The tight end has some value to the offense, and has done well operating out of three-receiver sets, but has not lived up to the five-year, $36 million contract he signed before the 2016 season. It does not help that he has minimal value as a blocker in an offense that has become so run oriented. It would not be a surprise if the organization decides he is no longer worth the investment.
The unknown variable is if he has been medically cleared following the concussion that ended his season. If he has not, releasing him could become a complicated process.
Where have you been?
The Saints used to love throwing seam routes to Graham.
The play hasn’t been much of a factor as of late. According to Sports Info Solutions, Brees was 4-for-9 when targeting players on the route this season. The numbers are not available before the 2015 season, but the guess here is that number was higher before Graham was traded to the Seahawks.

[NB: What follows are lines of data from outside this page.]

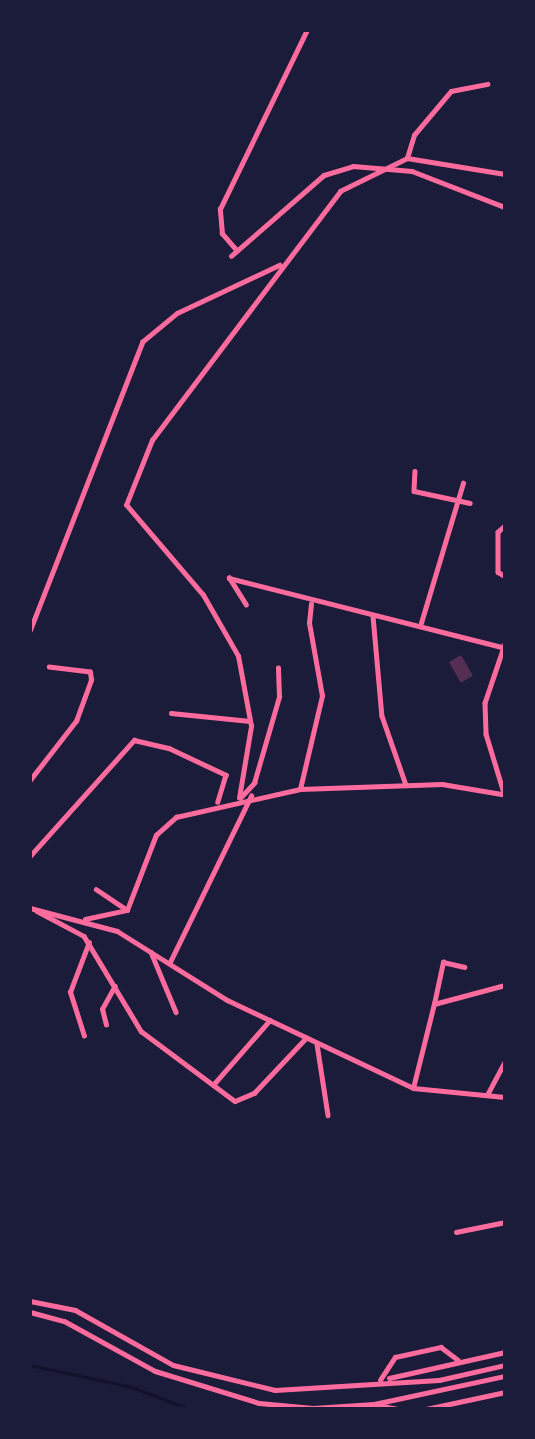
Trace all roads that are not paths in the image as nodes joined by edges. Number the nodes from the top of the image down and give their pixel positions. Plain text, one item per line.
1 (307, 30) edge
2 (486, 84) dead end
3 (407, 158) junction
4 (385, 164) junction
5 (505, 174) edge
6 (505, 207) edge
7 (237, 251) junction
8 (231, 256) dead end
9 (283, 263) junction
10 (415, 471) dead end
11 (463, 483) dead end
12 (458, 500) junction
13 (470, 503) dead end
14 (505, 526) edge
15 (505, 576) edge
16 (311, 604) junction
17 (246, 605) dead end
18 (373, 616) junction
19 (421, 623) junction
20 (30, 630) edge
21 (504, 646) edge
22 (49, 667) dead end
23 (278, 668) dead end
24 (171, 713) dead end
25 (250, 721) junction
26 (30, 780) edge
27 (405, 785) junction
28 (300, 789) junction
29 (503, 795) edge
30 (251, 796) junction
31 (239, 798) junction
32 (216, 804) junction
33 (30, 856) edge
34 (96, 890) dead end
35 (30, 908) edge
36 (127, 910) junction
37 (37, 911) junction
38 (85, 919) junction
39 (89, 942) junction
40 (151, 952) junction
41 (170, 962) junction
42 (464, 967) dead end
43 (116, 985) junction
44 (505, 985) edge
45 (434, 1004) junction
46 (176, 1012) dead end
47 (271, 1019) junction
48 (106, 1025) dead end
49 (84, 1036) dead end
50 (306, 1038) junction
51 (317, 1044) junction
52 (505, 1061) edge
53 (213, 1085) junction
54 (413, 1088) junction
55 (487, 1095) junction
56 (505, 1097) edge
57 (328, 1115) dead end
58 (505, 1222) edge
59 (456, 1232) dead end
60 (30, 1301) edge
61 (30, 1312) edge
62 (505, 1352) edge
63 (457, 1360) junction
64 (505, 1365) edge
65 (505, 1376) edge
66 (380, 1380) junction
67 (505, 1392) edge
68 (374, 1404) junction
69 (398, 1409) edge
70 (426, 1409) edge

1 - 7 street
2 - 3 street
3 - 4 street
3 - 5 street
4 - 6 street
4 - 7 street
4 - 9 street
7 - 8 street
9 - 20 street
9 - 25 street
10 - 12 street
11 - 12 street
12 - 13 street
12 - 19 street
14 - 15 street
16 - 17 street
16 - 18 street
16 - 28 street
18 - 19 street
18 - 27 street
19 - 21 street
21 - 29 street
22 - 26 street
23 - 31 street
24 - 25 street
25 - 31 street
27 - 28 street
27 - 29 street
28 - 30 street
30 - 31 street
30 - 41 street
31 - 32 street
32 - 33 street
32 - 36 street
34 - 36 street
35 - 37 main road
36 - 38 street
37 - 38 main road
37 - 39 street
38 - 40 main road
39 - 43 street
39 - 49 street
40 - 41 main road
40 - 46 street
41 - 47 main road
42 - 45 street
43 - 48 street
43 - 53 street
44 - 45 street
45 - 54 street
47 - 50 main road
47 - 53 street
50 - 51 main road
50 - 53 street
51 - 54 main road
51 - 57 street
52 - 55 street
54 - 55 main road
55 - 56 main road
58 - 59 street
60 - 66 main road
61 - 68 main road
62 - 63 main road
63 - 66 main road
63 - 66 street
64 - 66 main road
65 - 68 main road
67 - 70 main road
68 - 69 main road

As a whole, there aren't a lot of teams overdosing on seam routes to tight ends. New England led the way with 17 attempts, while the Seahawks (11), Bengals (11) and Buccaneers (11) round out the top of the list. The Seahawks and Bucs led the league in 2016 (15 attempts each). Brees targeted the route 13 times.
When comparing the 2016 season to 2017, the seam route took a little dip for the Saints, but the change in percentage is minimal since New Orleans attempted fewer passes last season.
Whether it is the draft or free agency, New Orleans should have its eye on upgrading this position. Paired with a versatile player like Kamara, the right tight end could make it extremely difficult to defend this offense.